Collision induced charge separation in ground-state water splitting dynamics

Abstract

In one type of photocatalytic dynamics of water splitting formally summarized as2H₂O + 4hν + MH → 2H₂O + M*H → 4H⁺ + 4e⁻ + O₂ + MHthe catalytic center M mainly composed of Mn oxides (clusters) along with supporting molecules like proteins is directly photoexcited and discharges electrons and protons. The mechanism can be comprehended in terms of the coupled proton electron-wavepacket transfer (CPEWT). In another type proposed in the literature, M is not directly photoexcited, and instead, lights are absorbed somewhere other than M, thereby creating complicated sequential steps (a ladder) of oxidation–reduction potential, thus sucking electrons successively from one molecular site to the next, and the final place providing electrons and protons is the catalytic center M. During charge separation dynamics, M is assumed to remain in the electronic ground state, and this type can be schematically summarized asM⁻H⁺ + Ω⁺ → M + H⁺ + Ω⁺e⁻where Ω indicates a cation species (a hole carrier) at the site of photon absorption.

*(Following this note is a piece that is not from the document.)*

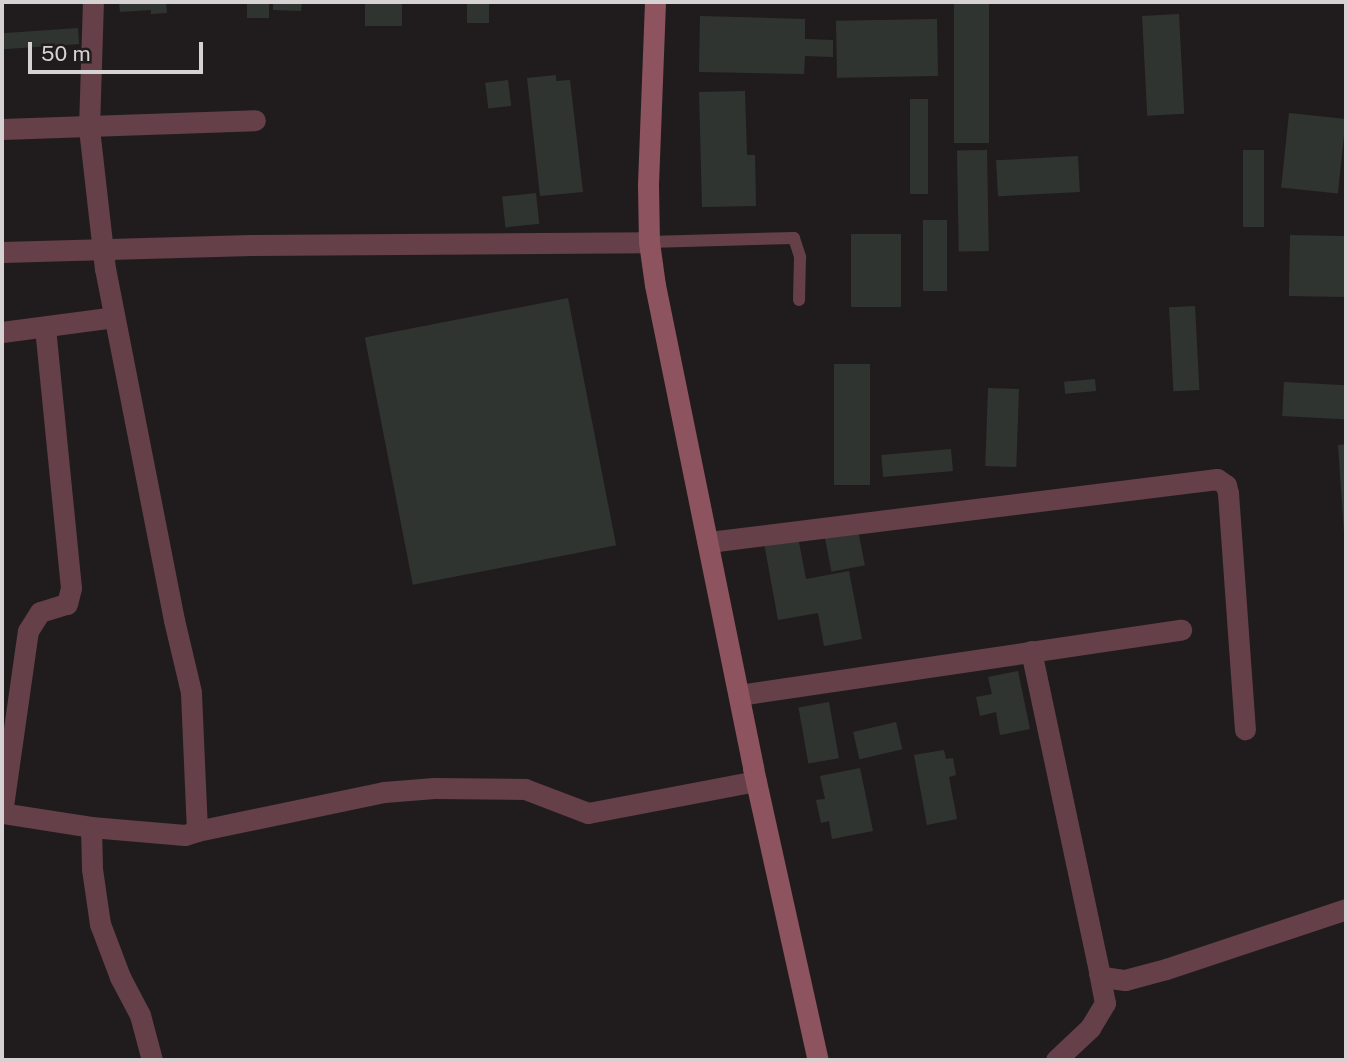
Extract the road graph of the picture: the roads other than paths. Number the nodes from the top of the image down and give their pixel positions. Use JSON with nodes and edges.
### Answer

It is widely believed that the latter mechanism is responsible for water splitting in plants and cynobacteria, and M in photosystem II (PSII) is known to include Mn₄CaO₅. However, difficult questions about this mechanism of ground-state charge separation in the latter reaction arise as to whether it is quantum mechanically possible and what is it, if indeed possible? Besides, the time-constant for this reaction reported in the literature is so long, actually far longer than the time-scale for energy dissipation for inter- and intra-molecular vibrational energy redistribution, that the quantum mechanical coherence of the reaction should not be able to be maintained. More seriously, we wonder how protons and electrons can be isolated in the ground state, if any, and how they can be transferred unidirectionally (with no return)? We address these fundamental questions affirmatively by proposing a general chemical principle; collision induced charge separation dynamics in the ground state.